Baroness Keeley Portrait Barbara Keeley
- Hansard - -

My hon. Friend spoke on Second Reading of the 2011 Pensions Bill, which I will address later.

Perhaps the Pensions Minister would benefit from understanding her powers. She was appointed after the general election, but her powers include the power to argue for changes needed to remedy injustice. I hope that Members on both sides of the House will focus on that injustice. The changes made in the 2011 Act were controversial, and hon. Members from all parties raised the particular impact that the changes would have on women born in the 1950s. As I have mentioned, the Secretary of State for Work and Pensions repeatedly referred to transitional arrangements on Second Reading, including, I think, in answer to a question asked by my hon. Friend the Member for Scunthorpe (Nic Dakin). The Secretary of State said:

“I recognise the need to implement the change fairly and manage the transition smoothly…I say to my colleagues that I am willing to work to get the transition right”.—[Official Report, 20 June 2011; Vol. 530, c. 50.]

The changes were not managed fairly, and the Secretary of State did not put transitional arrangements in place, which is why I applied for this debate to discuss the issues caused by the changes.

Ian Lavery Portrait Ian Lavery (Wansbeck) (Lab)
- Hansard - - - Excerpts

I congratulate my hon. Friend on securing this debate. This is an important issue, and every day now we are seeing issues that disproportionately affect women in this country. I spoke to two wonderful people from the Women Against State Pension Inequality campaign in my office on Friday, and they explained that they have not had any confirmation of any changes at any time. Surely that cannot be the case in this day and age. They should have received notification of the changes. This cannot be allowed to continue, and I am proud that my hon. Friend is continuing the fight on behalf of the Opposition to seek justice for these women.

Baroness Keeley Portrait Barbara Keeley
- Hansard - -

I thank my hon. Friend very much for saying that. He is right that campaigners for Women Against State Pension Inequality are doing a great job of informing MPs.

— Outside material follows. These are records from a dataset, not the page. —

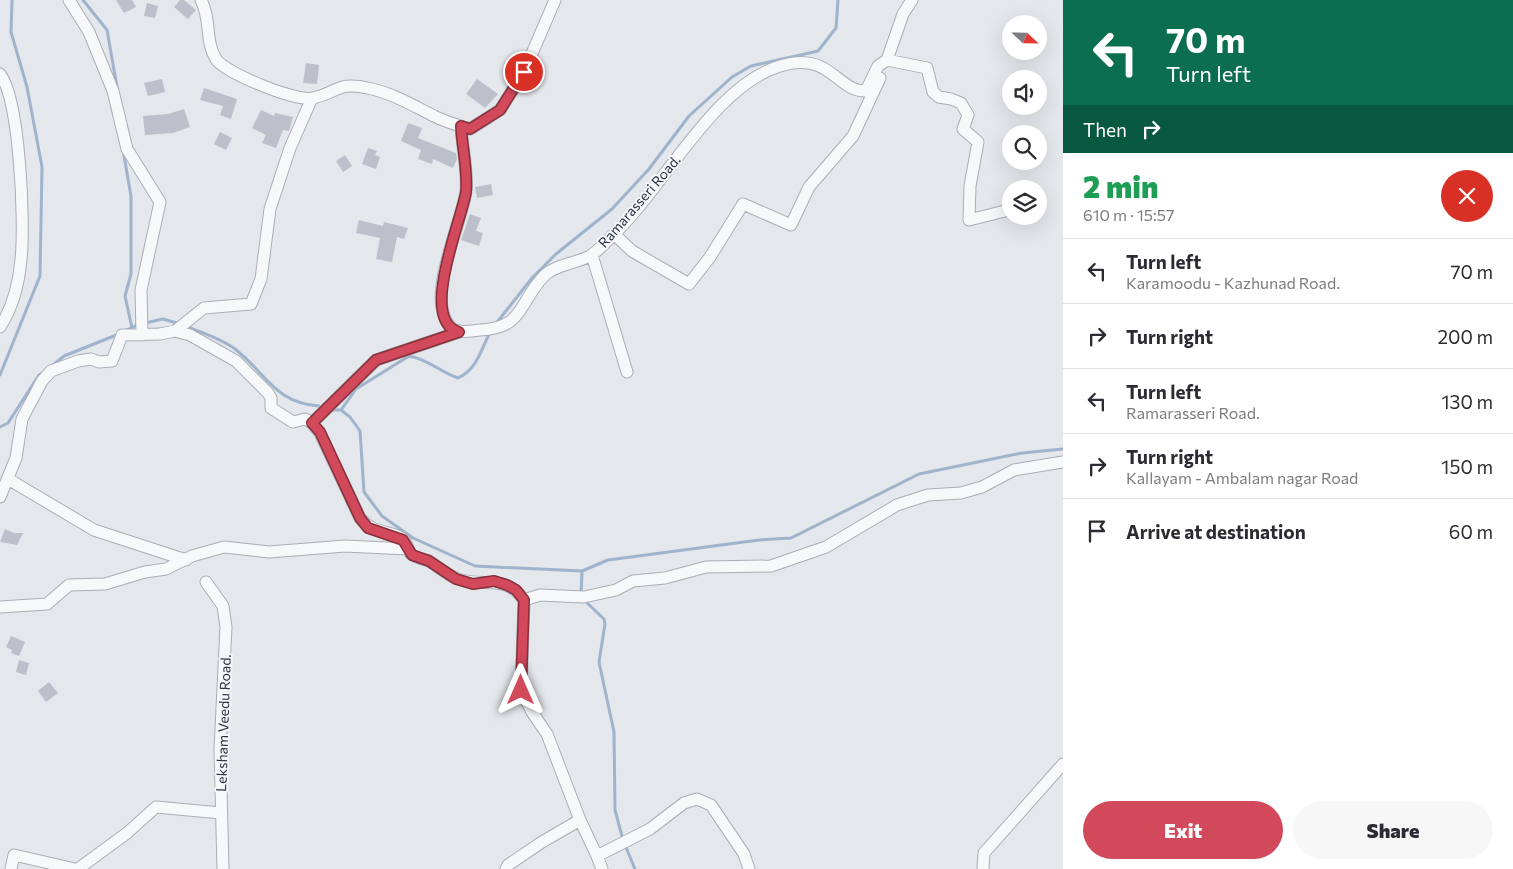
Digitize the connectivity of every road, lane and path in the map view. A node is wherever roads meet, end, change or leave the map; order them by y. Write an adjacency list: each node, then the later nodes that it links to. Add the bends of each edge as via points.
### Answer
1 (69, 0): 15 (street, via 90,32 113,91 127,149 160,202 141,290)
2 (201, 0): 7 (street, via 216,60 282,94)
3 (555, 0): 8 (street, via 524,72 500,110 470,129)
4 (912, 0): 5 (street, via 903,14)
5 (887, 60): 9 (street, via 927,68 939,98 961,104 968,115 963,129 978,142 970,186 969,220); 10 (street, Ramarasseri Road., via 878,66 866,91 857,90 830,71 810,62 779,66 748,81 706,123); 10 (street, via 853,136 809,187 792,225 744,204 689,284 632,250)
6 (0, 74): 12 (street, via 11,97 22,188 22,259 11,310)
7 (312, 98): 8 (street, via 352,85 369,88 394,95 435,117); 13 (street, via 290,148 270,209 261,279 251,304 204,308)
8 (461, 126): 14 (street, via 466,191 445,265 442,295 445,321)
9 (1002, 213)
10 (614, 234): 11 (street, Ramarasseri Road.)
11 (592, 255): 14 (street, Ramarasseri Road., via 548,273 512,322 492,330); 16 (street)
12 (0, 327)
13 (175, 331): 15 (street); 17 (street, via 190,335 236,361 268,393 271,408 287,420 305,419)
14 (459, 332): 17 (street, Ramarasseri Road., via 376,360)
15 (142, 335): 19 (street, via 120,336 112,361 78,361 48,374 22,419 16,458)
16 (627, 372)
17 (312, 423): 21 (street, via 320,432 360,518 368,528 403,540)
18 (1063, 462): 24 (street, via 1014,470 982,487 961,493 928,495 896,504 826,547 769,566 706,567 665,578 633,581 616,590 581,597 540,596)
19 (8, 479): 20 (street); 22 (street, via 94,530)
20 (0, 497)
21 (408, 549): 22 (street, via 345,546 269,552 224,547); 24 (street, via 412,555 429,561 456,579 473,584 494,581 507,585)
22 (186, 560): 25 (street, via 166,569 105,584 69,585 47,604)
23 (206, 582): 27 (street, Leksham Veedu Road., via 223,606 226,627 220,748)
24 (524, 600): 28 (street, via 521,690 547,734)
25 (0, 607)
26 (1063, 764): 36 (street, via 984,853)
27 (221, 813): 31 (street, via 156,807 127,833); 32 (street, Leksham Veedu Road.)
28 (580, 820): 29 (street); 33 (street, via 542,842)
29 (597, 856): 34 (street); 35 (street, via 650,830 684,803 698,799 711,805 744,854)
30 (11, 869): 31 (street, via 14,855)
31 (77, 869)
32 (223, 869)
33 (506, 869)
34 (602, 869)
35 (749, 869)
36 (983, 869)

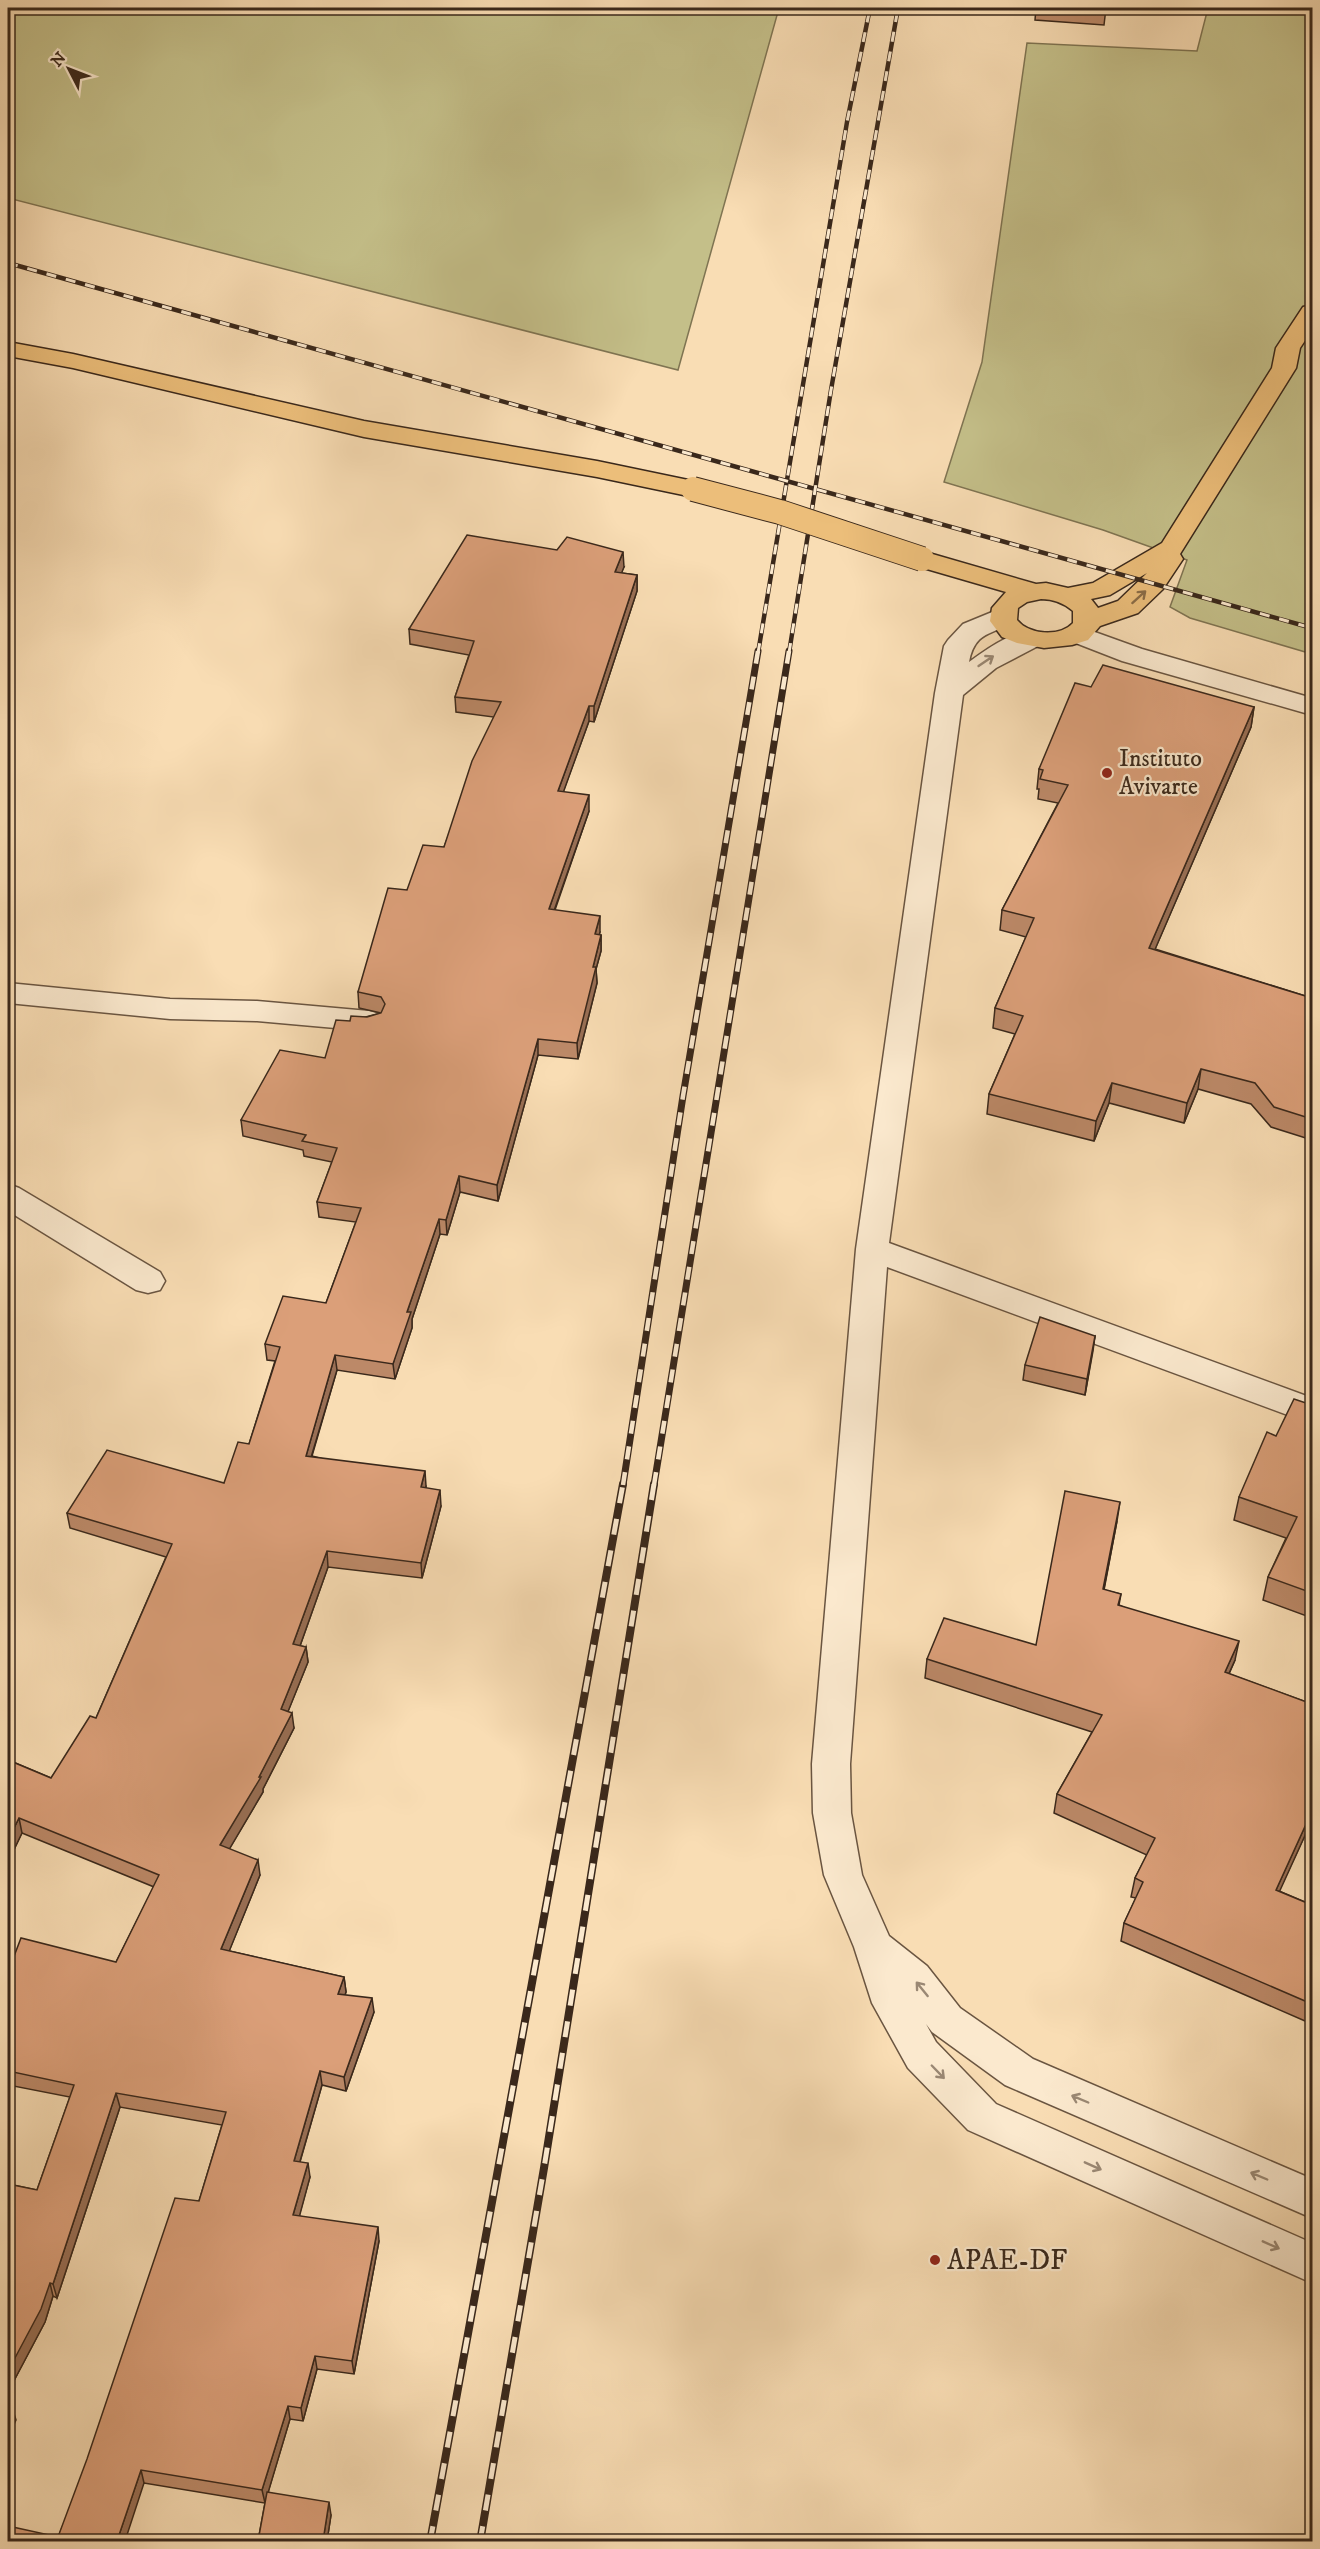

David Simpson Portrait David Simpson (Upper Bann) (DUP)
- Hansard - - - Excerpts

I agree that a great injustice is being done. The lack of notice has been mentioned, but there is also a lack of information for pensioners’ groups. The pensioners’ parliament of Northern Ireland has recently visited the House of Commons, and it has held joint meetings with its equivalent in Scotland. The information is very light, and more consultation is needed. We need to do something about this.

Baroness Keeley Portrait Barbara Keeley
- Hansard - -

The hon. Gentleman is right. One of the key points in the debate is that women born in the 1950s who are affected by the 1995 and 2011 Acts have had neither transitional protections nor appropriate notification of the changes that are now having such a significant impact on their lives.

Marie Rimmer Portrait Marie Rimmer (St Helens South and Whiston) (Lab)
- Hansard - - - Excerpts

I congratulate my hon. Friend on securing the debate. In relation to people affected by the 1995 Act, Steve Webb said that

“I accept that some women did not know about it, and not everybody heard about it at the time. Although it was all over the papers at the time”.—[Official Report, 8 October 2013; Vol. 568, c. 54WH.]

Inadequate notice was given, which is totally unacceptable.

Baroness Keeley Portrait Barbara Keeley
- Hansard - -

I thank my hon. Friend for her intervention and for applying for this debate with me, so that we could get time allocated for it.

I turn to the conclusions of Paul Lewis, a financial journalist, on the notification of the changes undertaken by the Department for Work and Pensions, because notification is a key issue. He has investigated it thoroughly, alongside campaigners from Women Against State Pension Inequality. He has written:

“Millions of women had their state pension age delayed—in some cases twice and by up to six years in total—without proper notice. That is the only conclusion to be drawn from the details of how they were informed of the changes which have now been obtained from the Department for Work and Pensions.”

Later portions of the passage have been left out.